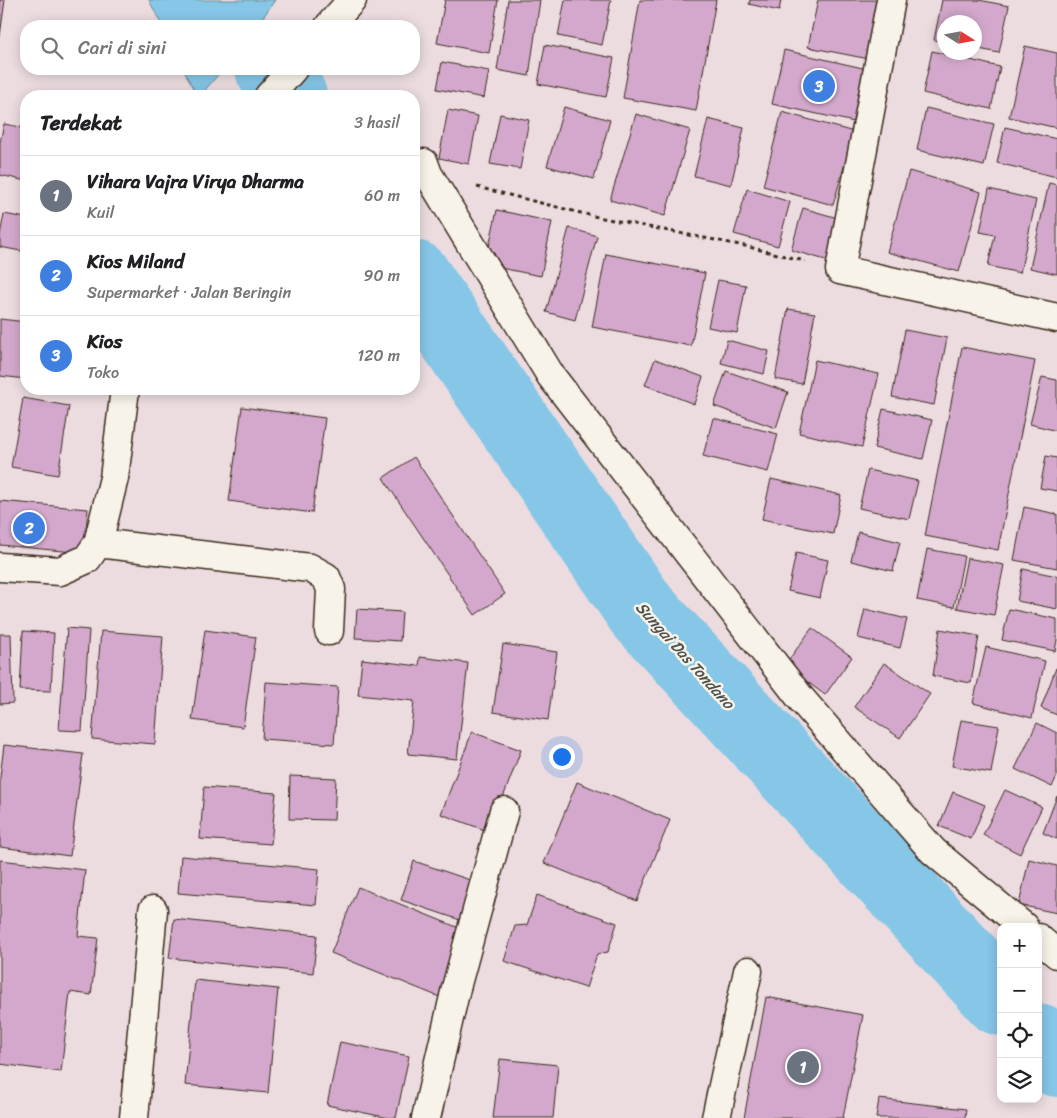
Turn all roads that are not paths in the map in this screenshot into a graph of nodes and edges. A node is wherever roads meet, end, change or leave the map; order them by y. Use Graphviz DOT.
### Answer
graph roads {
  1 [pos="352,0"];
  2 [pos="891,0"];
  3 [pos="334,20"];
  4 [pos="288,75"];
  5 [pos="274,90"];
  6 [pos="426,169"];
  7 [pos="1057,318"];
  8 [pos="124,395"];
  9 [pos="98,543"];
  10 [pos="0,567"];
  11 [pos="329,632"];
  12 [pos="504,811"];
  13 [pos="153,910"];
  14 [pos="1019,923"];
  15 [pos="1042,941"];
  16 [pos="1057,954"];
  17 [pos="748,971"];
  18 [pos="134,1118"];
  19 [pos="426,1118"];
  20 [pos="716,1118"];
  1 -- 3 [label="street"];
  2 -- 7 [label="street"];
  4 -- 5 [label="street"];
  6 -- 14 [label="street"];
  8 -- 9 [label="street"];
  9 -- 10 [label="street"];
  9 -- 11 [label="street"];
  12 -- 19 [label="street"];
  13 -- 18 [label="street"];
  15 -- 16 [label="street"];
  17 -- 20 [label="street"];
}
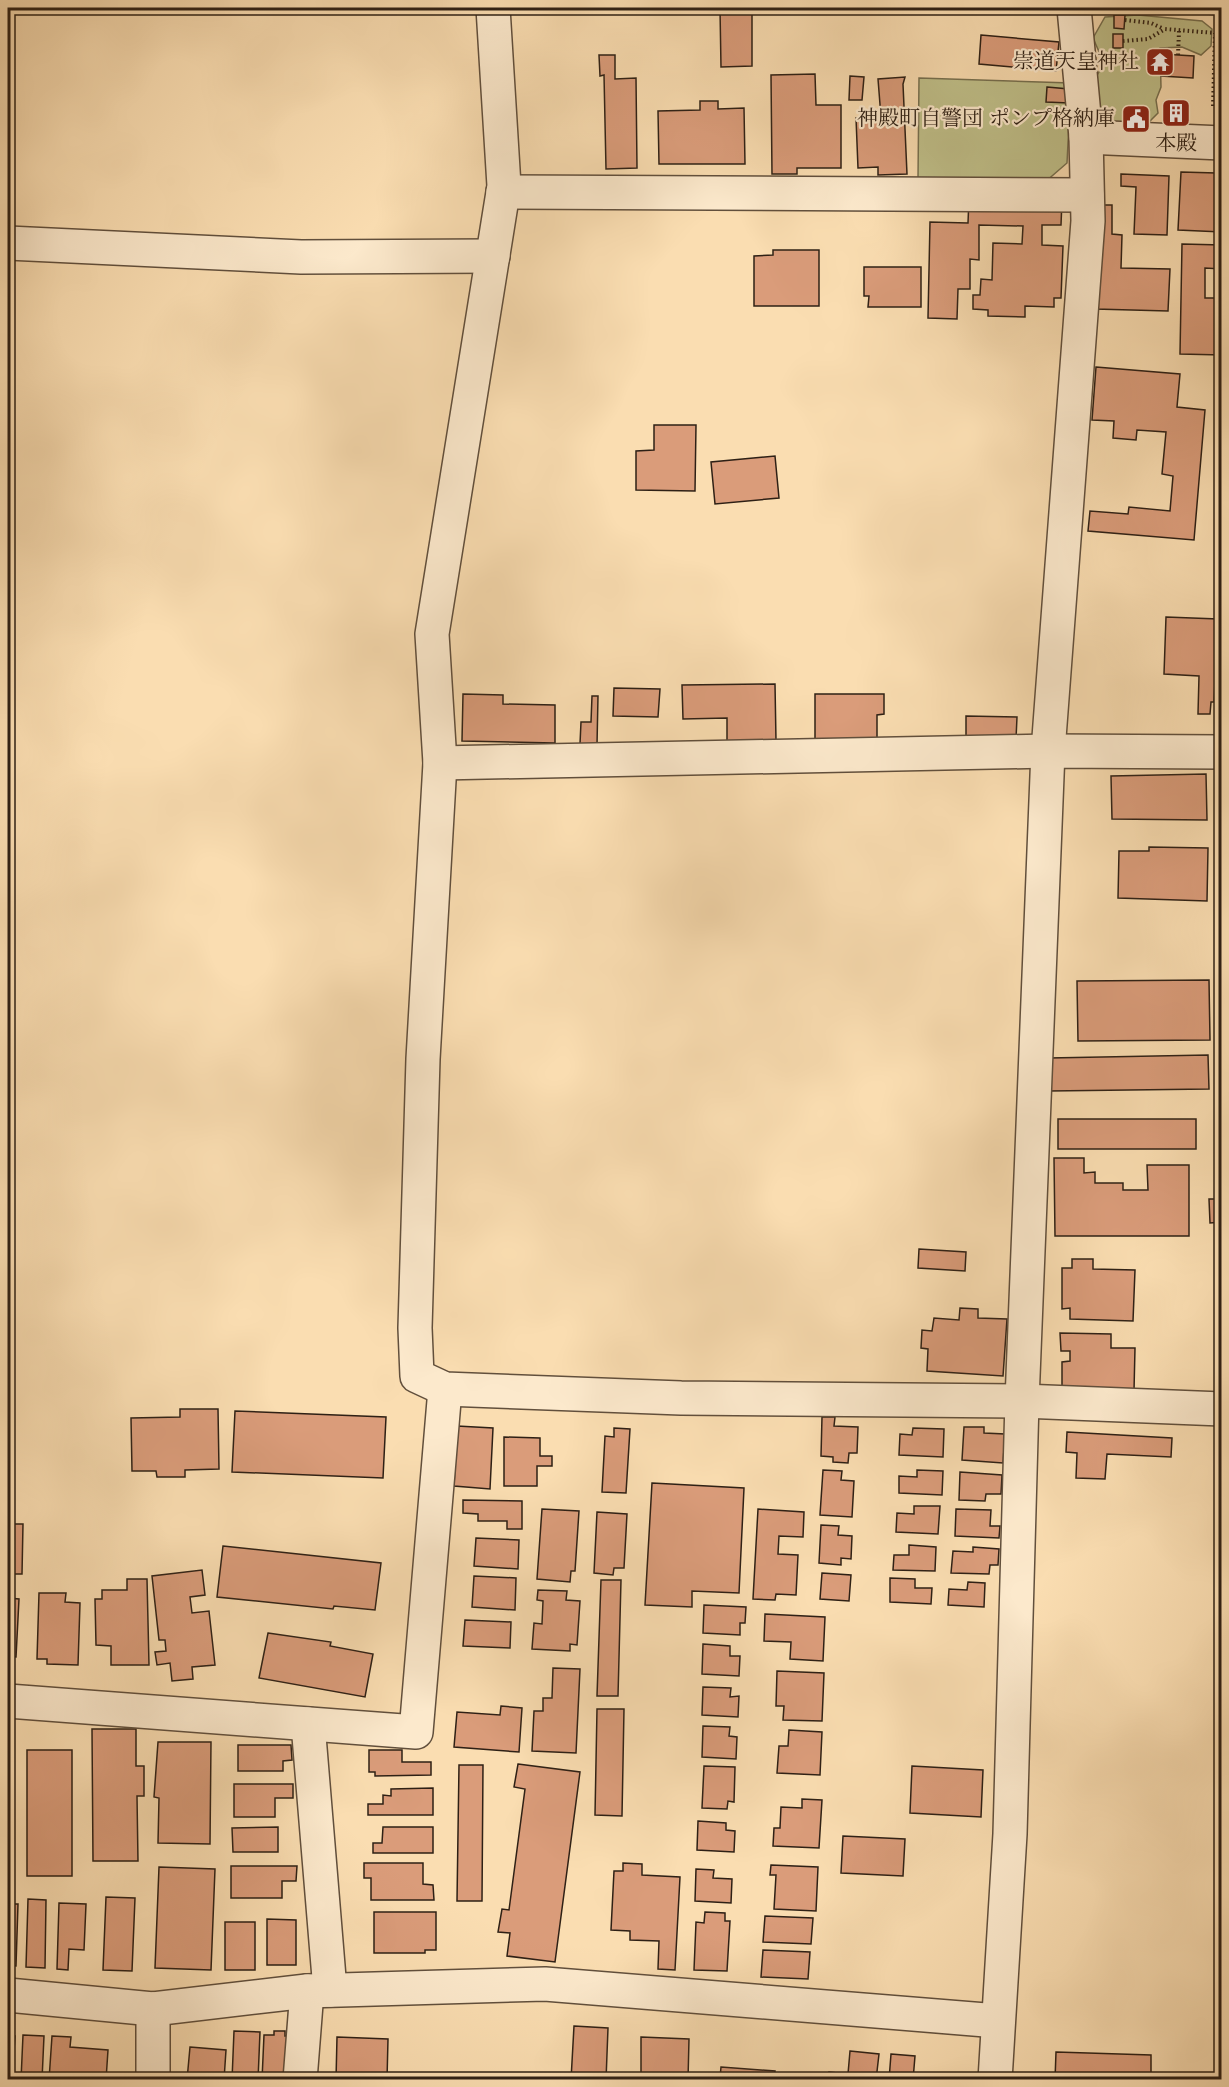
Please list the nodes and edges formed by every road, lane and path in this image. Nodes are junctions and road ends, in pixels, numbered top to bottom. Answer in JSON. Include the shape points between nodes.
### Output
{"nodes":[{"id":1,"x":494,"y":8,"type":"edge"},
{"id":2,"x":1074,"y":8,"type":"edge"},
{"id":3,"x":1125,"y":20,"type":"dead end"},
{"id":4,"x":1165,"y":29,"type":"junction"},
{"id":5,"x":1179,"y":31,"type":"junction"},
{"id":6,"x":1123,"y":41,"type":"dead end"},
{"id":7,"x":1178,"y":55,"type":"dead end"},
{"id":8,"x":1086,"y":137,"type":"junction"},
{"id":9,"x":1217,"y":142,"type":"edge"},
{"id":10,"x":503,"y":192,"type":"junction"},
{"id":11,"x":1088,"y":195,"type":"junction"},
{"id":12,"x":8,"y":243,"type":"edge"},
{"id":13,"x":493,"y":256,"type":"junction"},
{"id":14,"x":1048,"y":751,"type":"junction"},
{"id":15,"x":1221,"y":752,"type":"edge"},
{"id":16,"x":441,"y":763,"type":"junction"},
{"id":17,"x":445,"y":1389,"type":"junction"},
{"id":18,"x":1022,"y":1401,"type":"junction"},
{"id":19,"x":1221,"y":1409,"type":"edge"},
{"id":20,"x":8,"y":1701,"type":"edge"},
{"id":21,"x":308,"y":1724,"type":"junction"},
{"id":22,"x":318,"y":1990,"type":"junction"},
{"id":23,"x":8,"y":1995,"type":"edge"},
{"id":24,"x":153,"y":2008,"type":"junction"},
{"id":25,"x":998,"y":2021,"type":"junction"},
{"id":26,"x":153,"y":2079,"type":"edge"},
{"id":27,"x":300,"y":2079,"type":"edge"},
{"id":28,"x":995,"y":2079,"type":"edge"}],
"edges":[{"from":1,"to":10,"type":"street"},
{"from":2,"to":8,"type":"street"},
{"from":3,"to":4,"type":"path"},
{"from":4,"to":5,"type":"path"},
{"from":4,"to":6,"type":"path","via":[[1148,39]]},
{"from":5,"to":7,"type":"path"},
{"from":5,"to":9,"type":"path","via":[[1215,33]]},
{"from":8,"to":9,"type":"street"},
{"from":8,"to":11,"type":"street"},
{"from":10,"to":11,"type":"street"},
{"from":10,"to":13,"type":"street"},
{"from":11,"to":14,"type":"street"},
{"from":12,"to":13,"type":"street","via":[[301,257]]},
{"from":13,"to":16,"type":"street","via":[[432,634]]},
{"from":14,"to":15,"type":"street"},
{"from":14,"to":16,"type":"street"},
{"from":14,"to":18,"type":"street"},
{"from":16,"to":17,"type":"street","via":[[423,1059],[415,1328],[417,1376]]},
{"from":17,"to":18,"type":"street","via":[[681,1398]]},
{"from":17,"to":21,"type":"street","via":[[416,1732]]},
{"from":18,"to":19,"type":"street"},
{"from":18,"to":25,"type":"street","via":[[1010,1834]]},
{"from":20,"to":21,"type":"street"},
{"from":21,"to":22,"type":"street"},
{"from":22,"to":24,"type":"street"},
{"from":22,"to":25,"type":"street","via":[[545,1984]]},
{"from":22,"to":27,"type":"street"},
{"from":23,"to":24,"type":"street"},
{"from":24,"to":26,"type":"street"},
{"from":25,"to":28,"type":"street"}]}
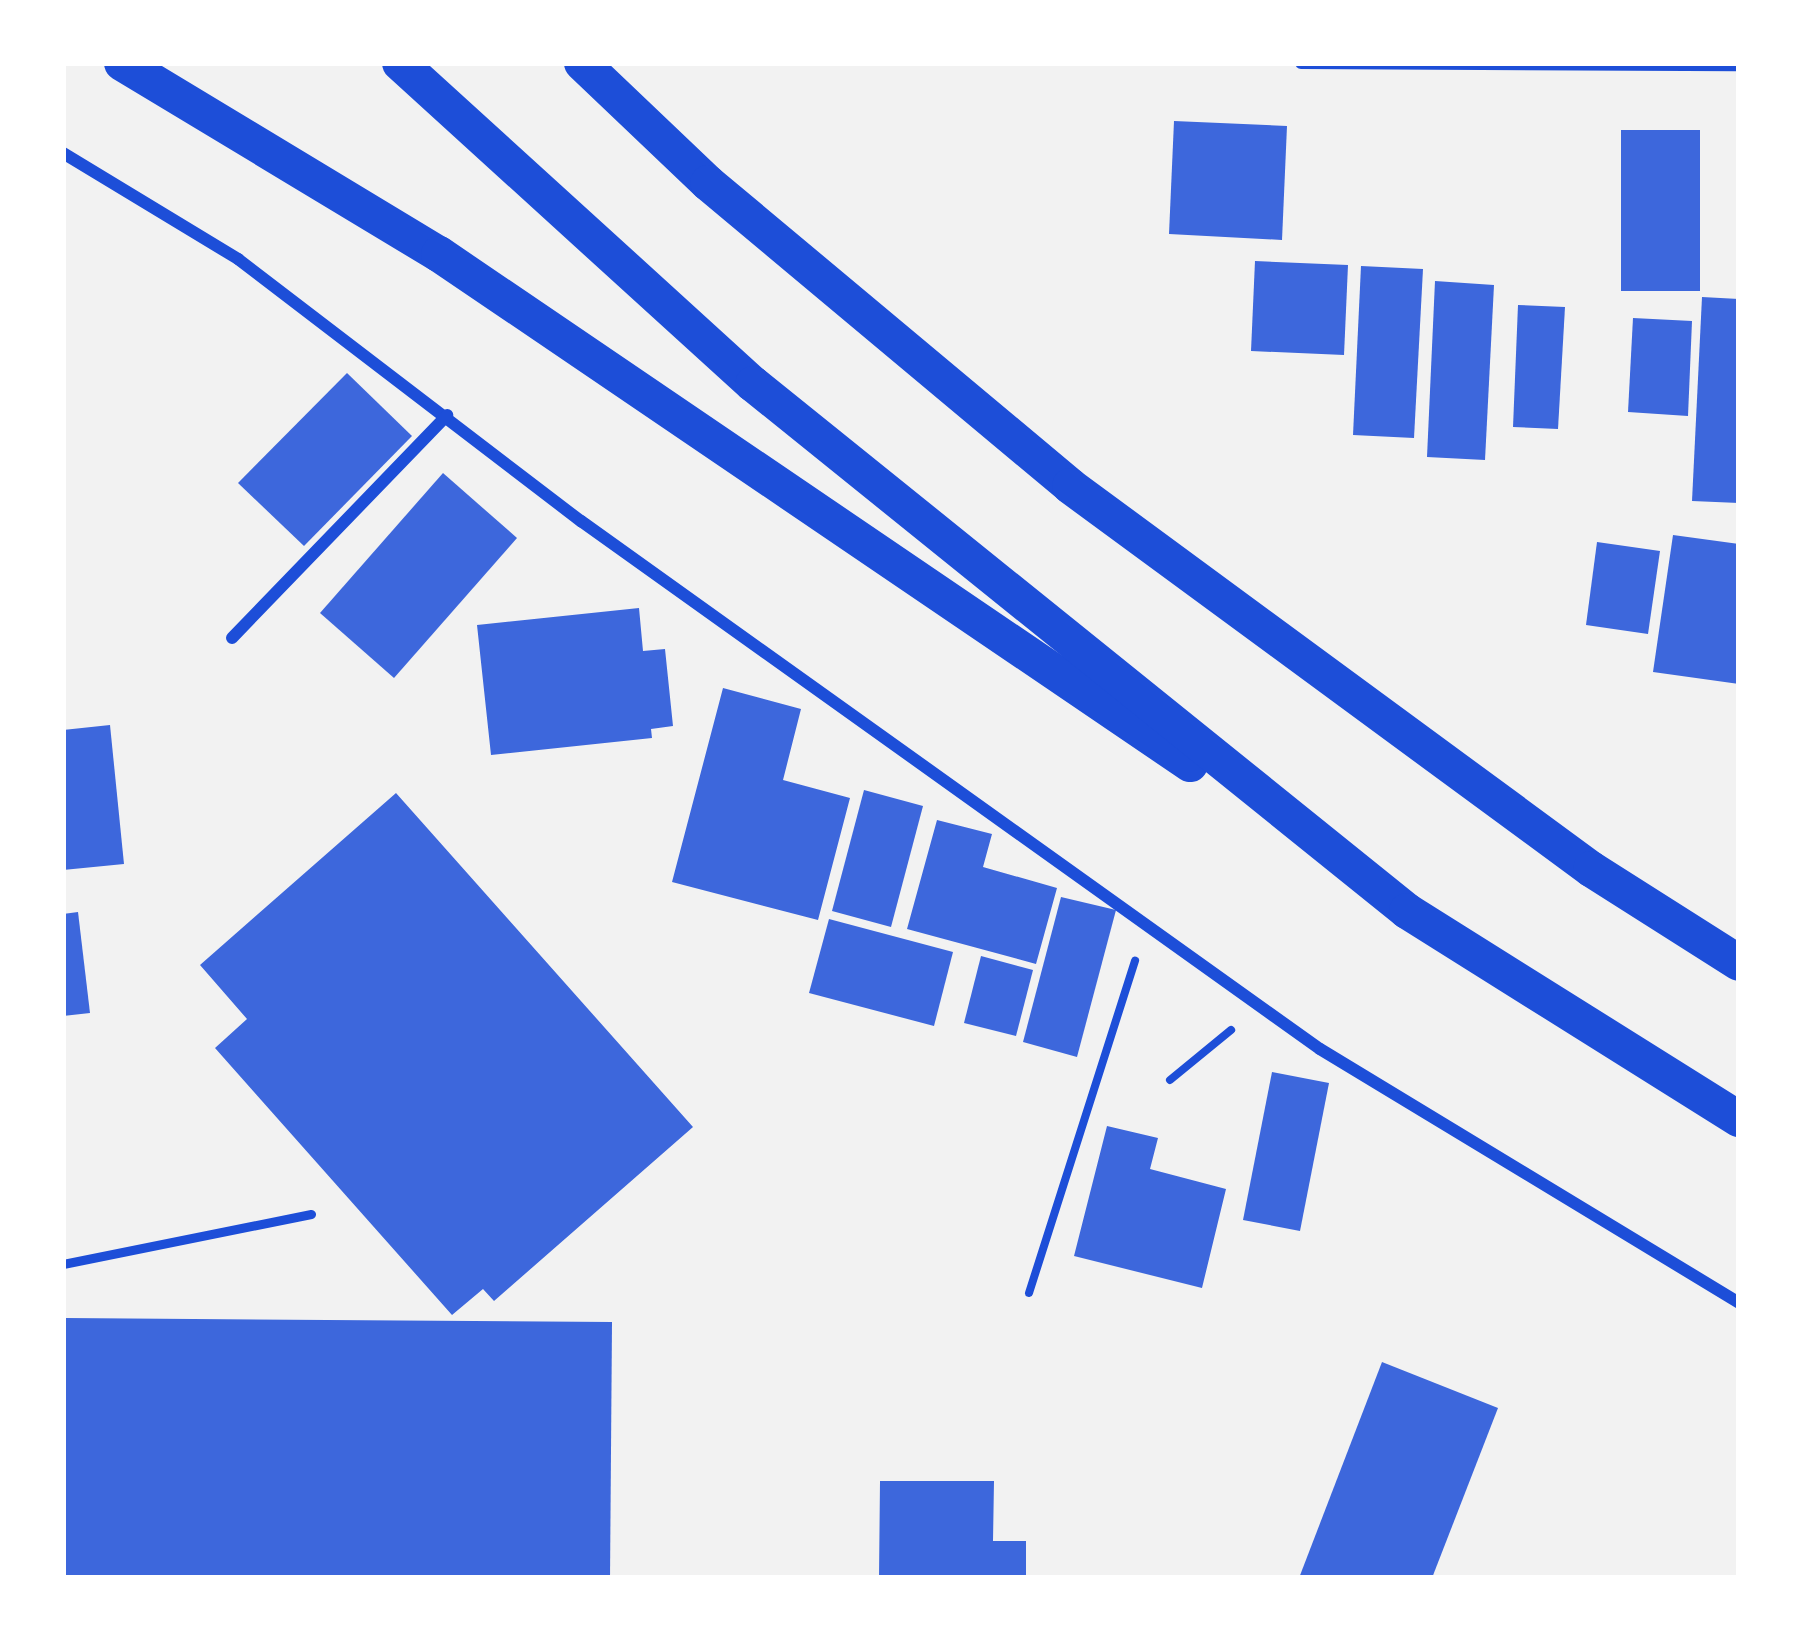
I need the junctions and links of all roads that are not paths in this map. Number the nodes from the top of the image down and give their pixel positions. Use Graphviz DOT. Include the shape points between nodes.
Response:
graph roads {
  1 [pos="122,63"];
  2 [pos="400,63"];
  3 [pos="581,63"];
  4 [pos="1301,63"];
  5 [pos="1739,64"];
  6 [pos="63,153"];
  7 [pos="447,415"];
  8 [pos="232,638"];
  9 [pos="1407,911"];
  10 [pos="1739,963"];
  11 [pos="1739,1119"];
  12 [pos="311,1214"];
  13 [pos="63,1264"];
  14 [pos="1739,1304"];
  1 -- 9 [label="highway" via="439,254"];
  2 -- 9 [label="highway" via="753,384"];
  3 -- 10 [label="highway" via="709,184 1070,486 1592,869"];
  4 -- 5 [label="street"];
  6 -- 7 [label="street" via="238,260"];
  7 -- 8 [label="street"];
  7 -- 14 [label="street" via="581,521 1259,1006"];
  9 -- 11 [label="highway"];
  12 -- 13 [label="lane"];
}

────

» What this task involves
In the listing, count the lines that contain the word "junctions", then give the number and nothing more.

» Response
2